Filter the records below down to lines containing "size".

========================================================================

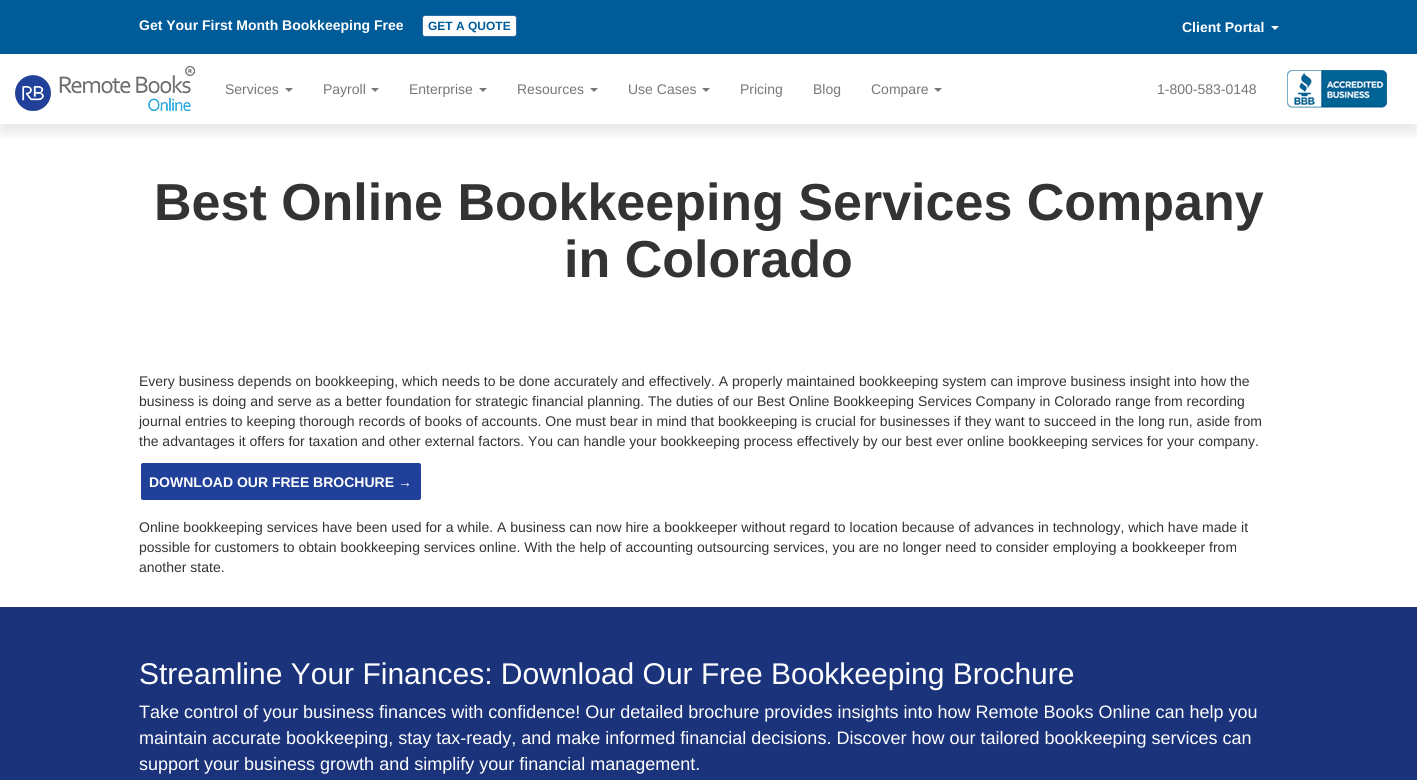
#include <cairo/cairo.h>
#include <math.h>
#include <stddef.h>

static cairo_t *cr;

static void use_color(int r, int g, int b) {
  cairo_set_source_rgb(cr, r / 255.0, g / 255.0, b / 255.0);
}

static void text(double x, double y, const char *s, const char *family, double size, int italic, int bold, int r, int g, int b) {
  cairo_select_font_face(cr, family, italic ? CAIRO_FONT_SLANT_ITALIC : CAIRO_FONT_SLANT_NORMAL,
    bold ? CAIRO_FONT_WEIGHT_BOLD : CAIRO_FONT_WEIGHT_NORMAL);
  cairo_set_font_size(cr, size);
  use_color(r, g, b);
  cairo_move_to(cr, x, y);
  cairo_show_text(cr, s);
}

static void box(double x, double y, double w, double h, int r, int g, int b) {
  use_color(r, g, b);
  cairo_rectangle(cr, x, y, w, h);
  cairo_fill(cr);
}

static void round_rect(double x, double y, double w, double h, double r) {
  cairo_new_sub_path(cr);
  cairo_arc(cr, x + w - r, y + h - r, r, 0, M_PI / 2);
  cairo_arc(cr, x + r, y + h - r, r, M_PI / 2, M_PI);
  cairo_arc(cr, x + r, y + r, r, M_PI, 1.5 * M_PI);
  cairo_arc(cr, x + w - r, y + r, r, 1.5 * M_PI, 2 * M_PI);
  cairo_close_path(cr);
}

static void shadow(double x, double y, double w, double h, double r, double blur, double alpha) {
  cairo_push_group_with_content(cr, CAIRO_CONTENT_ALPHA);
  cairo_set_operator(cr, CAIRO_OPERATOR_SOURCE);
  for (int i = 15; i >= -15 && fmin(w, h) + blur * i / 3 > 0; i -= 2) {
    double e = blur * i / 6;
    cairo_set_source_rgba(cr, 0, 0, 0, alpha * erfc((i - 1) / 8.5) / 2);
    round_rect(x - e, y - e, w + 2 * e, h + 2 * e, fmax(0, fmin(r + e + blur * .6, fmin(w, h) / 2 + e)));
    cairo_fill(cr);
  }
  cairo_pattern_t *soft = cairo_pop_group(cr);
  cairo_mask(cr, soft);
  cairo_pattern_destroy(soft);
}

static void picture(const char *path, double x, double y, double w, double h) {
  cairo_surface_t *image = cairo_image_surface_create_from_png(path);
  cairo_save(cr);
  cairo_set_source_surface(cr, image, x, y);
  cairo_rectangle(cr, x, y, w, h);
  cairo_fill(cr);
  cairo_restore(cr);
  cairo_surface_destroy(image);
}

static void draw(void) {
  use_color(255, 255, 255);
  cairo_paint(cr);
  cairo_save(cr);
  cairo_rectangle(cr, 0, 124, 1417, 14);
  cairo_clip(cr);
  use_color(0, 0, 0);
  shadow(0, 8, 1417, 124, 0, 7.5, 0.1);
  cairo_restore(cr);
  box(0, 0, 1417, 54, 0, 91, 153);
  use_color(255, 255, 255);
  round_rect(422.5, 15.5, 94, 21, 2.5);
  cairo_fill_preserve(cr);
  use_color(46, 109, 164);
  cairo_set_line_width(cr, 1);
  cairo_stroke(cr);
  use_color(255, 255, 255);
  cairo_new_path(cr);
  cairo_move_to(cr, 1271, 26);
  cairo_line_to(cr, 1279, 26);
  cairo_line_to(cr, 1275, 30);
  cairo_close_path(cr);
  cairo_fill(cr);
  picture("img_01.png", 15, 66, 180, 45);
  use_color(119, 119, 119);
  cairo_new_path(cr);
  cairo_move_to(cr, 285, 88);
  cairo_line_to(cr, 293, 88);
  cairo_line_to(cr, 289, 92);
  cairo_close_path(cr);
  cairo_fill(cr);
  cairo_new_path(cr);
  cairo_move_to(cr, 371, 88);
  cairo_line_to(cr, 379, 88);
  cairo_line_to(cr, 375, 92);
  cairo_close_path(cr);
  cairo_fill(cr);
  cairo_new_path(cr);
  cairo_move_to(cr, 479, 88);
  cairo_line_to(cr, 487, 88);
  cairo_line_to(cr, 483, 92);
  cairo_close_path(cr);
  cairo_fill(cr);
  cairo_new_path(cr);
  cairo_move_to(cr, 590, 88);
  cairo_line_to(cr, 598, 88);
  cairo_line_to(cr, 594, 92);
  cairo_close_path(cr);
  cairo_fill(cr);
  cairo_new_path(cr);
  cairo_move_to(cr, 702, 88);
  cairo_line_to(cr, 710, 88);
  cairo_line_to(cr, 706, 92);
  cairo_close_path(cr);
  cairo_fill(cr);
  cairo_new_path(cr);
  cairo_move_to(cr, 934, 88);
  cairo_line_to(cr, 942, 88);
  cairo_line_to(cr, 938, 92);
  cairo_close_path(cr);
  cairo_fill(cr);
  picture("img_02.png", 1287, 70, 100, 38);
  use_color(33, 64, 154);
  round_rect(140, 462, 282, 39, 3);
  cairo_fill_preserve(cr);
  use_color(255, 255, 255);
  cairo_set_line_width(cr, 2);
  cairo_stroke(cr);
  box(0, 607, 1417, 173, 26, 51, 123);
  text(139, 30, "Get Your First Month Bookkeeping Free", "Liberation Sans", 14, 0, 1, 255, 255, 255);
  text(428, 30, "GET A QUOTE", "Liberation Sans", 12, 0, 1, 0, 91, 153);
  text(1182, 32, "Client Portal", "Liberation Sans", 14, 0, 1, 255, 255, 255);
  text(225, 94, "Services", "Liberation Sans", 14, 0, 0, 119, 119, 119);
  text(323, 94, "Payroll", "Liberation Sans", 14, 0, 0, 119, 119, 119);
  text(409, 94, "Enterprise", "Liberation Sans", 14, 0, 0, 119, 119, 119);
  text(517, 94, "Resources", "Liberation Sans", 14, 0, 0, 119, 119, 119);
  text(628, 94, "Use Cases", "Liberation Sans", 14, 0, 0, 119, 119, 119);
  text(740, 94, "Pricing", "Liberation Sans", 14, 0, 0, 119, 119, 119);
  text(813, 94, "Blog", "Liberation Sans", 14, 0, 0, 119, 119, 119);
  text(871, 94, "Compare", "Liberation Sans", 14, 0, 0, 119, 119, 119);
  text(1157, 94, "1-800-583-0148", "Liberation Sans", 14, 0, 0, 119, 119, 119);
  text(154, 220, "Best Online Bookkeeping Services Company", "Liberation Sans", 52, 0, 1, 51, 51, 51);
  text(564, 277, "in Colorado", "Liberation Sans", 52, 0, 1, 51, 51, 51);
  text(139, 386, "Every business depends on bookkeeping, which needs to be done accurately and effectively. A properly maintained bookkeeping system can improve business insight into how the", "Liberation Sans", 14, 0, 0, 51, 51, 51);
  text(139, 406, "business is doing and serve as a better foundation for strategic financial planning. The duties of our Best Online Bookkeeping Services Company in Colorado range from recording", "Liberation Sans", 14, 0, 0, 51, 51, 51);
  text(139, 426, "journal entries to keeping thorough records of books of accounts. One must bear in mind that bookkeeping is crucial for businesses if they want to succeed in the long run, aside from", "Liberation Sans", 14, 0, 0, 51, 51, 51);
  text(139, 446, "the advantages it offers for taxation and other external factors. You can handle your bookkeeping process effectively by our best ever online bookkeeping services for your company.", "Liberation Sans", 14, 0, 0, 51, 51, 51);
  text(149, 487, "DOWNLOAD OUR FREE BROCHURE →", "Liberation Sans", 14, 0, 1, 255, 255, 255);
  text(139, 532, "Online bookkeeping services have been used for a while. A business can now hire a bookkeeper without regard to location because of advances in technology, which have made it", "Liberation Sans", 14, 0, 0, 51, 51, 51);
  text(139, 552, "possible for customers to obtain bookkeeping services online. With the help of accounting outsourcing services, you are no longer need to consider employing a bookkeeper from", "Liberation Sans", 14, 0, 0, 51, 51, 51);
  text(139, 572, "another state.", "Liberation Sans", 14, 0, 0, 51, 51, 51);
  text(139, 684, "Streamline Your Finances: Download Our Free Bookkeeping Brochure", "Liberation Sans", 30, 0, 0, 255, 255, 255);
  text(139, 718, "Take control of your business finances with confidence! Our detailed brochure provides insights into how Remote Books Online can help you", "Liberation Sans", 18, 0, 0, 255, 255, 255);
  text(139, 744, "maintain accurate bookkeeping, stay tax-ready, and make informed financial decisions. Discover how our tailored bookkeeping services can", "Liberation Sans", 18, 0, 0, 255, 255, 255);
  text(139, 770, "support your business growth and simplify your financial management.", "Liberation Sans", 18, 0, 0, 255, 255, 255);
}

int main(void) {
  cairo_surface_t *surface = cairo_image_surface_create(CAIRO_FORMAT_RGB24, 1417, 780);
  cr = cairo_create(surface);
  cairo_font_options_t *options = cairo_font_options_create();
  cairo_font_options_set_hint_metrics(options, CAIRO_HINT_METRICS_OFF);
  cairo_font_options_set_hint_style(options, CAIRO_HINT_STYLE_NONE);
  cairo_set_font_options(cr, options);
  cairo_set_miter_limit(cr, 4);
  draw();
  cairo_surface_write_to_png(surface, "out.png");
  cairo_font_options_destroy(options);
  cairo_destroy(cr);
  cairo_surface_destroy(surface);
  return 0;
}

========================================================================

### Output of the task:
static void text(double x, double y, const char *s, const char *family, double size, int italic, int bold, int r, int g, int b) {
  cairo_set_font_size(cr, size);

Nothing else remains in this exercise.